Count every line of the listing where the string "Bank" occurs, and reply with the count alone.

(Beginning of Data provided)

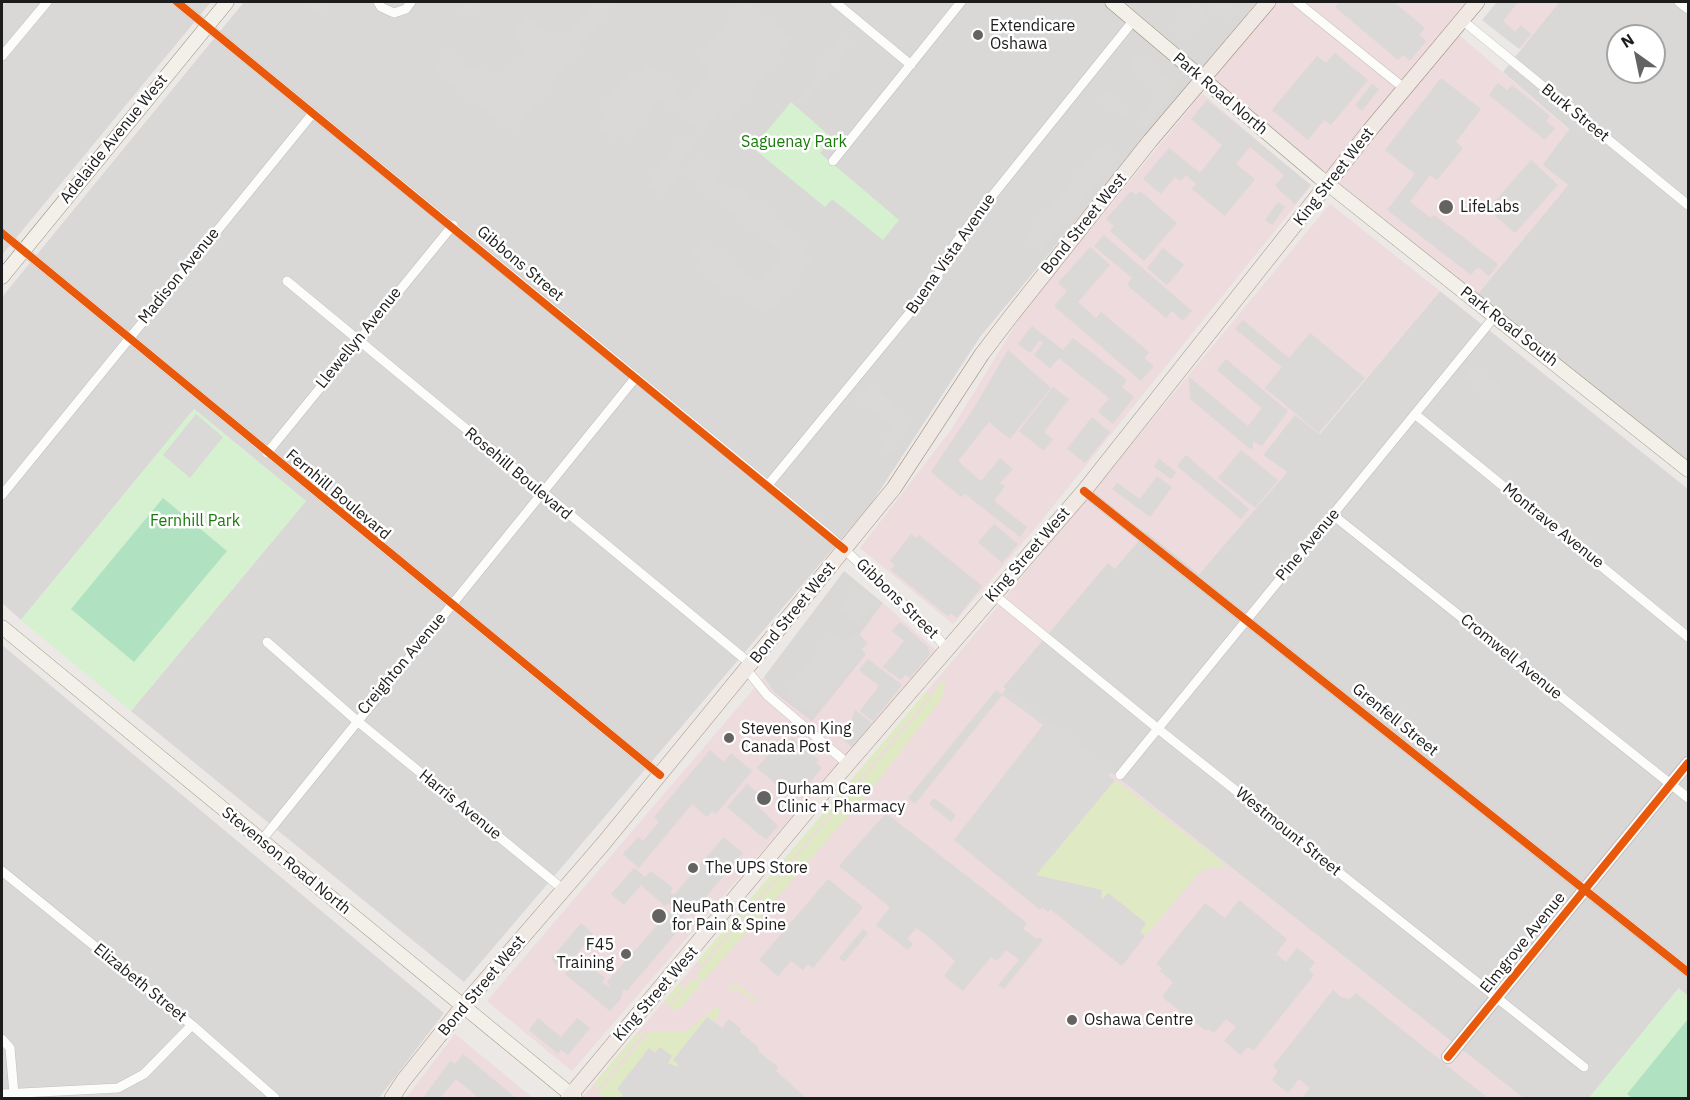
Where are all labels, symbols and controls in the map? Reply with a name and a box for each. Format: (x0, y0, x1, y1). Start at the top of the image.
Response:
place label: Extendicare Oshawa (990, 16, 1075, 54)
north arrow (1606, 24, 1666, 84)
marker: Extendicare Oshawa (971, 28, 985, 42)
text: N (1617, 29, 1638, 52)
street label: Park Road North (1169, 49, 1271, 139)
street label: Adelaide Avenue West (56, 71, 172, 207)
street label: Burk Street (1537, 80, 1613, 146)
street label: King Street West (1290, 124, 1378, 230)
park label: Saguenay Park (741, 132, 847, 152)
street label: Bond Street West (1037, 169, 1131, 279)
street label: Buena Vista Avenue (902, 190, 1000, 318)
place label: LifeLabs (1460, 197, 1520, 217)
marker: LifeLabs (1437, 198, 1455, 216)
street label: Gibbons Street (473, 222, 567, 306)
street label: Madison Avenue (134, 224, 224, 328)
street label: Llewellyn Avenue (312, 283, 406, 393)
street label: Park Road South (1456, 283, 1562, 371)
street label: Rosehill Boulevard (461, 424, 575, 524)
street label: Fernhill Boulevard (282, 446, 394, 544)
street label: Montrave Avenue (1499, 479, 1607, 573)
street label: King Street West (982, 504, 1074, 606)
street label: Pine Avenue (1272, 505, 1344, 585)
park label: Fernhill Park (150, 511, 240, 531)
street label: Gibbons Street (852, 555, 942, 643)
street label: Bond Street West (746, 558, 840, 668)
street label: Creighton Avenue (354, 609, 450, 719)
street label: Cromwell Avenue (1456, 610, 1566, 704)
street label: Grenfell Street (1348, 680, 1442, 760)
place label: Stevenson King Canada Post (741, 719, 851, 757)
marker: Stevenson King Canada Post (722, 731, 736, 745)
street label: Harris Avenue (415, 766, 505, 844)
place label: Durham Care Clinic + Pharmacy (777, 779, 905, 817)
street label: Westmount Street (1231, 783, 1345, 881)
marker: Durham Care Clinic + Pharmacy (755, 789, 773, 807)
street label: Stevenson Road North (218, 803, 354, 919)
place label: The UPS Store (705, 858, 808, 878)
marker: The UPS Store (686, 861, 700, 875)
street label: Elmgrove Avenue (1476, 889, 1570, 997)
place label: NeuPath Centre for Pain & Spine (672, 897, 786, 935)
marker: NeuPath Centre for Pain & Spine (650, 907, 668, 925)
street label: Bond Street West (434, 932, 530, 1040)
place label: F45 Training (557, 935, 614, 973)
street label: Elizabeth Street (90, 940, 190, 1026)
street label: King Street West (610, 943, 702, 1045)
marker: F45 Training (619, 947, 633, 961)
place label: Oshawa Centre (1084, 1010, 1193, 1030)
marker: Oshawa Centre (1065, 1013, 1079, 1027)

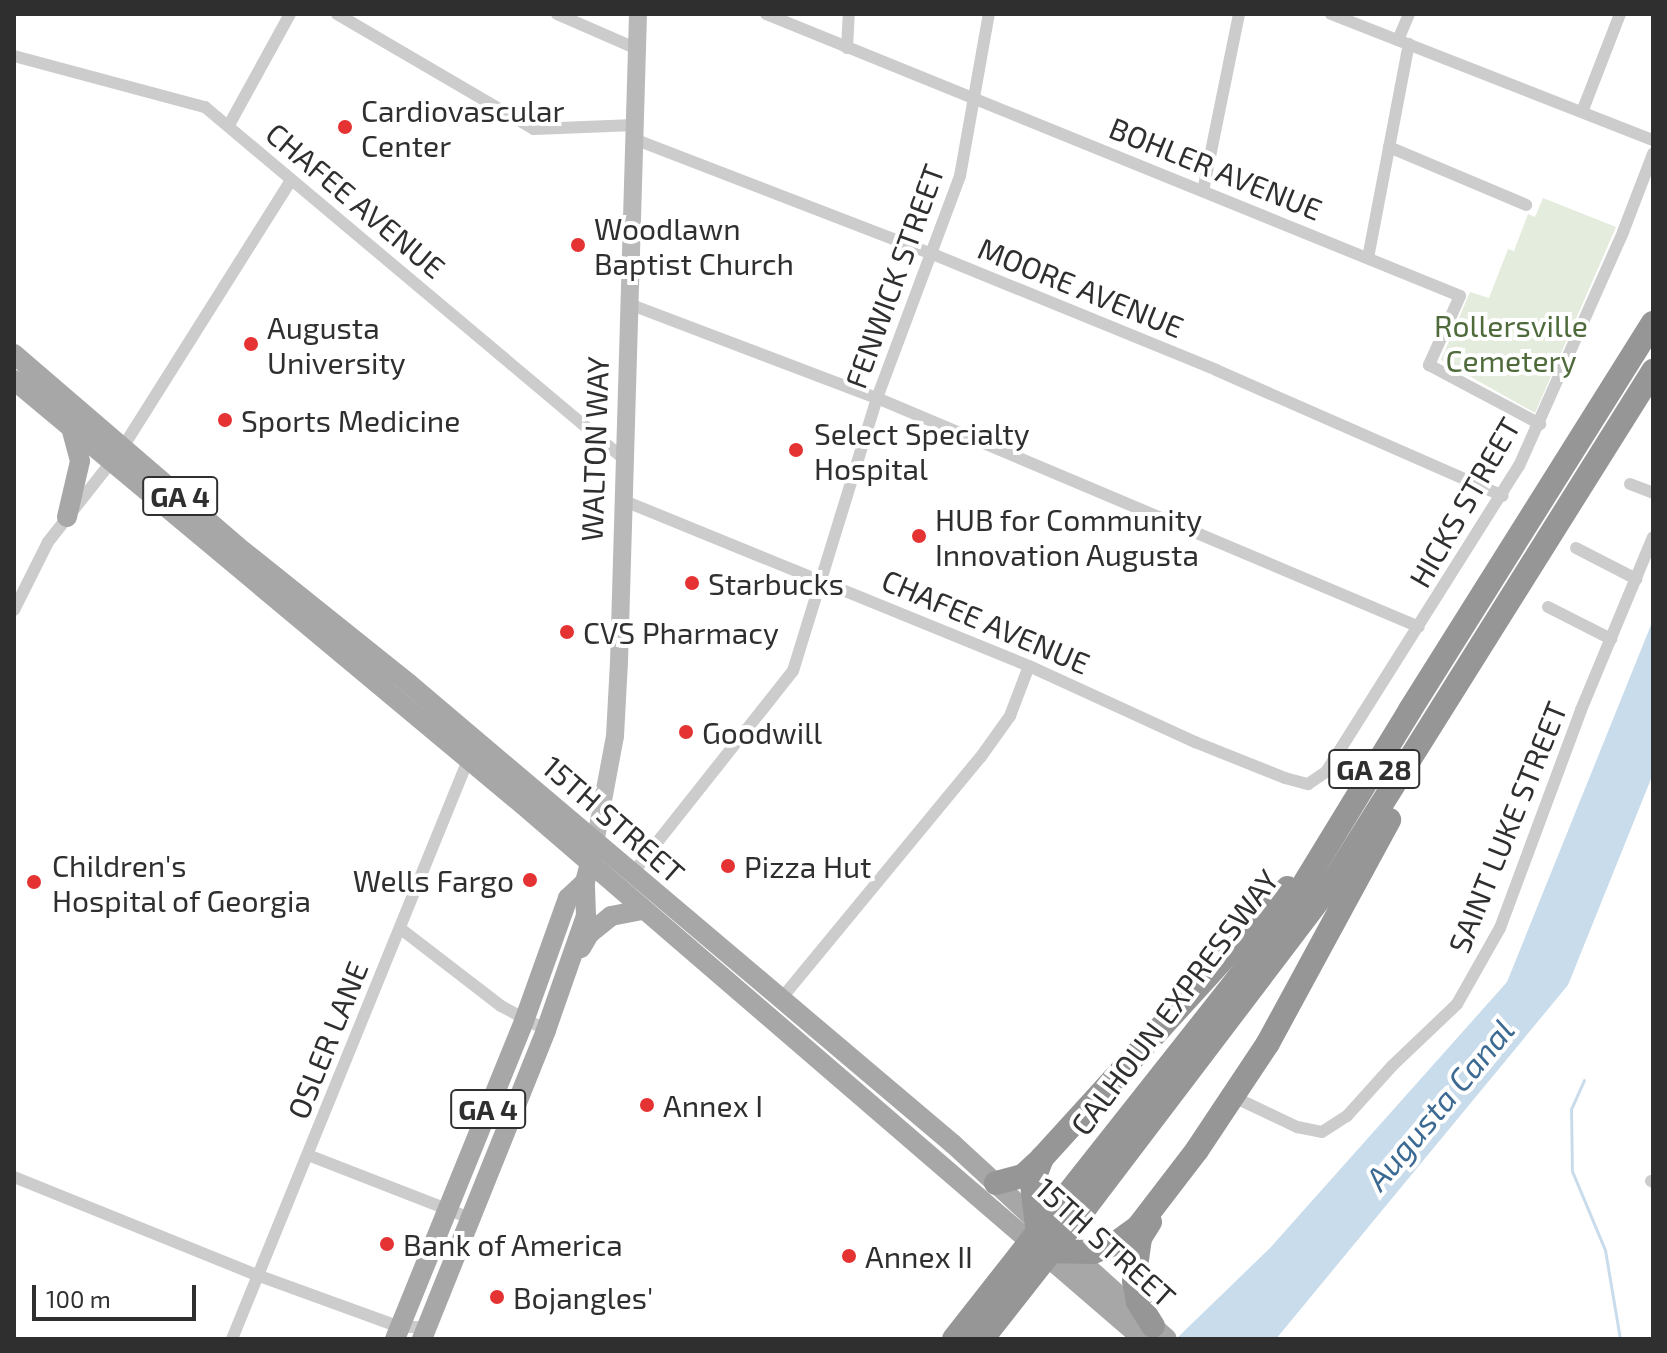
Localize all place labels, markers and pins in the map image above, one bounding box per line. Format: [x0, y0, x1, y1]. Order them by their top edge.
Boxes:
place label: Cardiovascular Center [361, 92, 564, 162]
marker: Cardiovascular Center [336, 118, 354, 136]
place label: Woodlawn Baptist Church [594, 210, 794, 280]
marker: Woodlawn Baptist Church [569, 236, 587, 254]
place label: Augusta University [267, 309, 406, 380]
marker: Augusta University [242, 335, 260, 353]
place label: Sports Medicine [241, 402, 460, 438]
marker: Sports Medicine [216, 411, 234, 429]
place label: Select Specialty Hospital [814, 415, 1030, 486]
marker: Select Specialty Hospital [785, 439, 807, 461]
place label: HUB for Community Innovation Augusta [935, 501, 1203, 572]
marker: HUB for Community Innovation Augusta [910, 527, 928, 545]
place label: Starbucks [708, 565, 844, 601]
marker: Starbucks [683, 574, 701, 592]
place label: CVS Pharmacy [583, 614, 779, 650]
marker: CVS Pharmacy [558, 623, 576, 641]
place label: Goodwill [702, 714, 822, 750]
marker: Goodwill [677, 723, 695, 741]
place label: Children's Hospital of Georgia [52, 847, 312, 918]
place label: Pizza Hut [744, 848, 871, 884]
marker: Pizza Hut [719, 857, 737, 875]
place label: Wells Fargo [353, 862, 514, 898]
marker: Children's Hospital of Georgia [23, 871, 45, 893]
marker: Wells Fargo [521, 871, 539, 889]
place label: Annex I [663, 1087, 763, 1123]
marker: Annex I [638, 1096, 656, 1114]
place label: Bank of America [403, 1226, 624, 1262]
marker: Bank of America [378, 1235, 396, 1253]
place label: Annex II [865, 1238, 973, 1274]
marker: Annex II [840, 1247, 858, 1265]
place label: Bojangles' [513, 1279, 653, 1315]
marker: Bojangles' [488, 1288, 506, 1306]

(End of Data provided)

= Final answer =
2